We know how to make various plots to display the data and how to control the attributes and scales. Now we’ll move on to additional layers in ggplot2. We’ll continue working with the midwest dataset from the previous lesson.
Faceting
We’ll start with faceting as it is pretty straightforward. Plotting often involves including a lot of information in a single plot. Sometimes the amount of information might be too much to easily comprehend. One of the ways in which we can try to deal with this is by faceting. It allows us to create a separate subplot for each level of a factor variable. The two basic functions for faceting in ggplot2 are facet_wrap() and facet_grid(). The main difference is in their syntax and how they display facets. The first one takes a formula-like syntax: facet_wrap(~variable). It automatically tries to fit rows and columns and adjust the number of rows and colums (you can customize that if you want). The second one needs you to specify the rows and columns manually: facet_grid(rows = vars(variable1), cols = vars(variable2).
For example lets say we are interested in relation between percentage of children below poverty and percentage of people with college degree in all 5 state with a split between metro and non-metro areas. That’s a lot to cram into one plot so we can use faceting to make the plot more readable. Using facet_wrap() is super easy here:
library(tidyverse)
── Attaching core tidyverse packages ──────────────────────── tidyverse 2.0.0 ──
✔ dplyr 1.1.4 ✔ readr 2.1.5
✔ forcats 1.0.0 ✔ stringr 1.5.1
✔ ggplot2 3.5.1 ✔ tibble 3.2.1
✔ lubridate 1.9.3 ✔ tidyr 1.3.1
✔ purrr 1.0.2
── Conflicts ────────────────────────────────────────── tidyverse_conflicts() ──
✖ dplyr::filter() masks stats::filter()
✖ dplyr::lag() masks stats::lag()
ℹ Use the conflicted package (<http://conflicted.r-lib.org/>) to force all conflicts to become errors
midwest %>%ggplot(aes(x = percollege, y = percchildbelowpovert, color =as.factor(inmetro))) +geom_point() +facet_wrap(~state)

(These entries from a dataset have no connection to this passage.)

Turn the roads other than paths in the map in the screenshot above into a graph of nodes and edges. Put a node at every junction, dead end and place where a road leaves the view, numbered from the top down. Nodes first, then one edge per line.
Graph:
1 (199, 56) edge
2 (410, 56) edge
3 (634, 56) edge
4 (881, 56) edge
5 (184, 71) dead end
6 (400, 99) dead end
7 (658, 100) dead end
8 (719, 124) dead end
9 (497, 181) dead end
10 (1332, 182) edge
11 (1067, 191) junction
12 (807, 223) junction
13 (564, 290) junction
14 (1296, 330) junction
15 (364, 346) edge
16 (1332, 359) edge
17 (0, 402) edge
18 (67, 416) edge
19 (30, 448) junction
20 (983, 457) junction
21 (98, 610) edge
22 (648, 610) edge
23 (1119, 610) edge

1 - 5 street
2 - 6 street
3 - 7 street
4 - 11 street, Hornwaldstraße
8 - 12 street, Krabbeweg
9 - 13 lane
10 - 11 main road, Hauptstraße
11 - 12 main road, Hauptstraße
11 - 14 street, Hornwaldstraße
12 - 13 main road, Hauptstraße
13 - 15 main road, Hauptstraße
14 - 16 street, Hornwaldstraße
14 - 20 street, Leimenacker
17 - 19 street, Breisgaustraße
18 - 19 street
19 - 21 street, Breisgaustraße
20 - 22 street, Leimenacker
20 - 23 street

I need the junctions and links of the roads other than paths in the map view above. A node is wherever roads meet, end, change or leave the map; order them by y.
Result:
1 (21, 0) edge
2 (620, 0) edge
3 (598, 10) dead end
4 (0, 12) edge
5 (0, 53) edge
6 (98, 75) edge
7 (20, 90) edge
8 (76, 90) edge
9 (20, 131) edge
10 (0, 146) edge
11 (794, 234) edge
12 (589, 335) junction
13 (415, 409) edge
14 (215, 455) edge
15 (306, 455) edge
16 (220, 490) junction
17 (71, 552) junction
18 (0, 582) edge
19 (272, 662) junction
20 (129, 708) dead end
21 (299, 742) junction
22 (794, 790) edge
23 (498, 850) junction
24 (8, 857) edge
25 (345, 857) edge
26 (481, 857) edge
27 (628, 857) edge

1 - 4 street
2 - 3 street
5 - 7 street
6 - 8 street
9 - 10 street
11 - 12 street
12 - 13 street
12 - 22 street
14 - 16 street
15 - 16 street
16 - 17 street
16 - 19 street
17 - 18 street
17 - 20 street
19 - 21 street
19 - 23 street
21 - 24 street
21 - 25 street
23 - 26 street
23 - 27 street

If we wanted to display the same information but with facet_grid() we could do it like this (lets put inmetro as one of facets instead of color as well):
By default R will fix x and y axis across all facets (which is generally good!). If you want to free any axis by setting the scales argument to free_x or free_y or free to free both axes.
Statistics
This layer allows us to add various statistics like means and confidence intervals to our plots. Functions in this layer start with stat_ although sometimes they can be called within geoms as well.
One obvious way in which we can include summary statistics on our plot is to calculate them first and then pipe them to the plot. Two additional geoms that might come in handy here are geom_errorbar() and geom_pointrange() which allow you to display ranges (the second one with a mid point as well). We can make a very classic plot often called a dynamite plot to show means and a range of 1 standard error like this:
You can see how they resemble dynamites! Recall that geom_col() by default will start y axis from 0. If we wanted to use geom_pointrange() we could do everything in a single geom:
We get much more information though when we show the entire distribution the ranges for standard errors become tiny. Also notice how geom_violin() specifies a new dataset, midwest rather than work on summaries. This again shows how ggplot2 is like building lego - you can mix blocks and layers to build whatever you want.

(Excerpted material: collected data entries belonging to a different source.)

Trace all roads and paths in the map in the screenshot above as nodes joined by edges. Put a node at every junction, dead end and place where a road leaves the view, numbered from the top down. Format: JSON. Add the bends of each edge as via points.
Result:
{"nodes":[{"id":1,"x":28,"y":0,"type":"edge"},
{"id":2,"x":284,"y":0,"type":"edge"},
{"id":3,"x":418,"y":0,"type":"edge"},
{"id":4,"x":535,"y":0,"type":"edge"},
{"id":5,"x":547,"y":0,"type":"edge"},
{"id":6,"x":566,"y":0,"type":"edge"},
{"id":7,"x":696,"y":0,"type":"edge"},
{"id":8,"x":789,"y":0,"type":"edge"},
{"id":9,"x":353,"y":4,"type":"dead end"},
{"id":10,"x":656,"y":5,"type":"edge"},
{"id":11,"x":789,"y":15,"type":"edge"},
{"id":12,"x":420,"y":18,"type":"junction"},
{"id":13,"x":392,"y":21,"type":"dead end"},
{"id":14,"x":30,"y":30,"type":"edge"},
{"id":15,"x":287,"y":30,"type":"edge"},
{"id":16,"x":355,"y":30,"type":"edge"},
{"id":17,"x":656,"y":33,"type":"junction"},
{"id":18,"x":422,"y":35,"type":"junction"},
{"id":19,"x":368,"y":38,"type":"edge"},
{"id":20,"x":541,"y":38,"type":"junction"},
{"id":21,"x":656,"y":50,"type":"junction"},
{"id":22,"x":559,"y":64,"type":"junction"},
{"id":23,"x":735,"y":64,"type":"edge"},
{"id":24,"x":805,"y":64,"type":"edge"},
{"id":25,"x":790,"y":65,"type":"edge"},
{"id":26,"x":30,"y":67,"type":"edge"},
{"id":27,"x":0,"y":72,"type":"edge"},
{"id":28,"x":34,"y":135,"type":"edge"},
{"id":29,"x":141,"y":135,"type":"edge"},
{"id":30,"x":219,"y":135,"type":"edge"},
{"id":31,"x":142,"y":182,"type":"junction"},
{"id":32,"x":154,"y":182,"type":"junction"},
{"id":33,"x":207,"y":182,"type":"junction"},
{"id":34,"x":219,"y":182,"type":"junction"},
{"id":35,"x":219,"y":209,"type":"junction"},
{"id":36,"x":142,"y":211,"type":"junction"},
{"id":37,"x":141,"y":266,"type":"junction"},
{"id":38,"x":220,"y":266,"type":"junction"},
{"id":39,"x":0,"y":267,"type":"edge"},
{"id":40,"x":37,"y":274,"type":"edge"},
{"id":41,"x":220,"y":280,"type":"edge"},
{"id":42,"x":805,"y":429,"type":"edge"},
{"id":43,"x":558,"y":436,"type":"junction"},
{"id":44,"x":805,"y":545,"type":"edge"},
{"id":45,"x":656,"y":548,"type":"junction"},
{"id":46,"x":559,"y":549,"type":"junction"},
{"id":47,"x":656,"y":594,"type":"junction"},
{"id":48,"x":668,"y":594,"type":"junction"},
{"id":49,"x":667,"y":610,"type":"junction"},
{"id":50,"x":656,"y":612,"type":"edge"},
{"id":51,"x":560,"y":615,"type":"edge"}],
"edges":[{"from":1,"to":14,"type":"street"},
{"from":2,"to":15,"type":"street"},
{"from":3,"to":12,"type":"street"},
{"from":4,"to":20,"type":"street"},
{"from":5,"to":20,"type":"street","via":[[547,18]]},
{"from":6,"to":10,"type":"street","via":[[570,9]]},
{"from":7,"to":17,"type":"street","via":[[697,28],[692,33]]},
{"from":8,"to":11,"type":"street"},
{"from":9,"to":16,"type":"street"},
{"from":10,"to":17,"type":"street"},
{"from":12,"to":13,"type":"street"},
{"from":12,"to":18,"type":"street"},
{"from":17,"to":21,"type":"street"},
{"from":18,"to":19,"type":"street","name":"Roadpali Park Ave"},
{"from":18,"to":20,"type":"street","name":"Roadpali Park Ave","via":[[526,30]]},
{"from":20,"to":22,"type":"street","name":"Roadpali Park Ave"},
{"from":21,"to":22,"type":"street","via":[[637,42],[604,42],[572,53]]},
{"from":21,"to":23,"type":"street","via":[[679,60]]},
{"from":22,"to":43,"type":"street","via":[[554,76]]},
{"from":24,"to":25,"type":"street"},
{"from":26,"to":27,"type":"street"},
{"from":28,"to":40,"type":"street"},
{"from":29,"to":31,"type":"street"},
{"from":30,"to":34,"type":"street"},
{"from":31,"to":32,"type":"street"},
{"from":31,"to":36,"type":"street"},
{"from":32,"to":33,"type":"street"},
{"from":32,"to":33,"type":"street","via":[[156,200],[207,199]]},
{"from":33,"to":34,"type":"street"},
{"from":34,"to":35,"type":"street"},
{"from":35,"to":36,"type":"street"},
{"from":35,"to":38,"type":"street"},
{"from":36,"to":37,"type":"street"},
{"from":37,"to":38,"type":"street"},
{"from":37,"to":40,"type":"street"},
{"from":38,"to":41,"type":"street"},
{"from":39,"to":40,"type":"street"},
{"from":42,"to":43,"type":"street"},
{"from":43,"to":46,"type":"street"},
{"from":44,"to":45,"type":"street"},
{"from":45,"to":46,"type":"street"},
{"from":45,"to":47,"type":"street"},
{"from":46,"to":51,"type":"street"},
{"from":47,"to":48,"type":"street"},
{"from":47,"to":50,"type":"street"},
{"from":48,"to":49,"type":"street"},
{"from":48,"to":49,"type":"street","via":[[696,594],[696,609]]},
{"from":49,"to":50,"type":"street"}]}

Generally, dynamite plots are discouraged now. One problem with them is that they limit the number of information. A given mean can come from any number of underlying distributions and what those distributions are matters! An interpretation of a mean will differ depending on whether the distribution is nicely symmetrical or heavily skewed. What’s more, bar plots aren’t really the best way to display things like means. When we look at a bar it usually implies some count or proportion rather than a point estimate. A point estimate is, well… a point so maybe using points is better here.

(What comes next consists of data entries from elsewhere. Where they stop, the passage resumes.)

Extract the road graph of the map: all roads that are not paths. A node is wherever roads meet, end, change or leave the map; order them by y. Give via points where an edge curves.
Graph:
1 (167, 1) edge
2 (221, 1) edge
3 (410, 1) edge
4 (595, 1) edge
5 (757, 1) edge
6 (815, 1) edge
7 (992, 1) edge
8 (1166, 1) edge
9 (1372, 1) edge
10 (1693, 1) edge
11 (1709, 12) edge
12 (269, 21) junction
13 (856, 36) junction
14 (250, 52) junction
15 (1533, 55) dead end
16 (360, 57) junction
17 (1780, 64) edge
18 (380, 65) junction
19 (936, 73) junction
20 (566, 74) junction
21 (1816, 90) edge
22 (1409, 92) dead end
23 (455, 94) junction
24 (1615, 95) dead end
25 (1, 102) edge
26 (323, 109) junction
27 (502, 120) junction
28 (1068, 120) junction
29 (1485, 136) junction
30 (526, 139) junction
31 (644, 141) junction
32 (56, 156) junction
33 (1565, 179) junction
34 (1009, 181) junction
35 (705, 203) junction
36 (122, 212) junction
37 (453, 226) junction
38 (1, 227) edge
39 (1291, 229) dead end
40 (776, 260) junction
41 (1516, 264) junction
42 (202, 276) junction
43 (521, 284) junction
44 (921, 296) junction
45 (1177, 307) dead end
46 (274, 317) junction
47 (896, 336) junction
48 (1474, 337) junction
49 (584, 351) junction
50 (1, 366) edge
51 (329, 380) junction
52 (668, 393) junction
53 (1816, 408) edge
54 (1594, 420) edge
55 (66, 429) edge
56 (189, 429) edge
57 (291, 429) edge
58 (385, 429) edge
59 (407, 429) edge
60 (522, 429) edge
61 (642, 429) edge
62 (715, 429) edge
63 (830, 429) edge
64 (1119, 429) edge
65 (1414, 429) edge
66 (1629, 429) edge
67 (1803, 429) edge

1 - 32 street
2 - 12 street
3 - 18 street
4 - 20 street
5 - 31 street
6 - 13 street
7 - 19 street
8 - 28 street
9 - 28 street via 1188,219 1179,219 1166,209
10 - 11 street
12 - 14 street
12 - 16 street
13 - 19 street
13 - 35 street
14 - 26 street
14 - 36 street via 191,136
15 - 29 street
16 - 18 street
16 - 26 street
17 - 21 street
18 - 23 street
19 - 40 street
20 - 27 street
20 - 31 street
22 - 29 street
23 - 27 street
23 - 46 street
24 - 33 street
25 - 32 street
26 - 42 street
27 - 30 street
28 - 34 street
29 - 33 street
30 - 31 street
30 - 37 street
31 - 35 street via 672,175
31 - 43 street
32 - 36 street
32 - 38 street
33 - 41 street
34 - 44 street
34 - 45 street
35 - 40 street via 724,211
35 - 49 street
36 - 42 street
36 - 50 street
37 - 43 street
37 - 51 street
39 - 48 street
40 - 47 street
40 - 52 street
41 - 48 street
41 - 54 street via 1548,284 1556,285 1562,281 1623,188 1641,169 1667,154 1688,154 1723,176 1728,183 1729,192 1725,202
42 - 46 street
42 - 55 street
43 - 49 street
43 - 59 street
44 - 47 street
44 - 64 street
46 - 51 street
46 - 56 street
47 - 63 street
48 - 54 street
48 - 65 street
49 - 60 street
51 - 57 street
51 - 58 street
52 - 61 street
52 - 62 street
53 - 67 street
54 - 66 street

We don’t need to calculate all the statistics we want to display before we make the plot. For the most common things we can easily do it inside the plot by using stat_summary(). This function needs you to specify what function you want to plot (e.g. mean for average value or mean_se for average value and standard error range around it) and what geometry you want to show it. There are two arguments for specifying functions in stat_summary() and they differ in what they output. The first one, fun.data always returns a ymin, y and ymax values so it’s perfect for displaying ranges around some value (like a mean and confidence interval). The second one, fun will return a single value y. You can add your own fun.min and fun.max if you want to. Lets remake the same plot as above but this time using stat_summary():
midwest %>%ggplot(aes(x = state, y = percollege, color = state, fill = state)) +geom_violin(alpha = .6) +stat_summary(fun.data ="mean_se", color ="black")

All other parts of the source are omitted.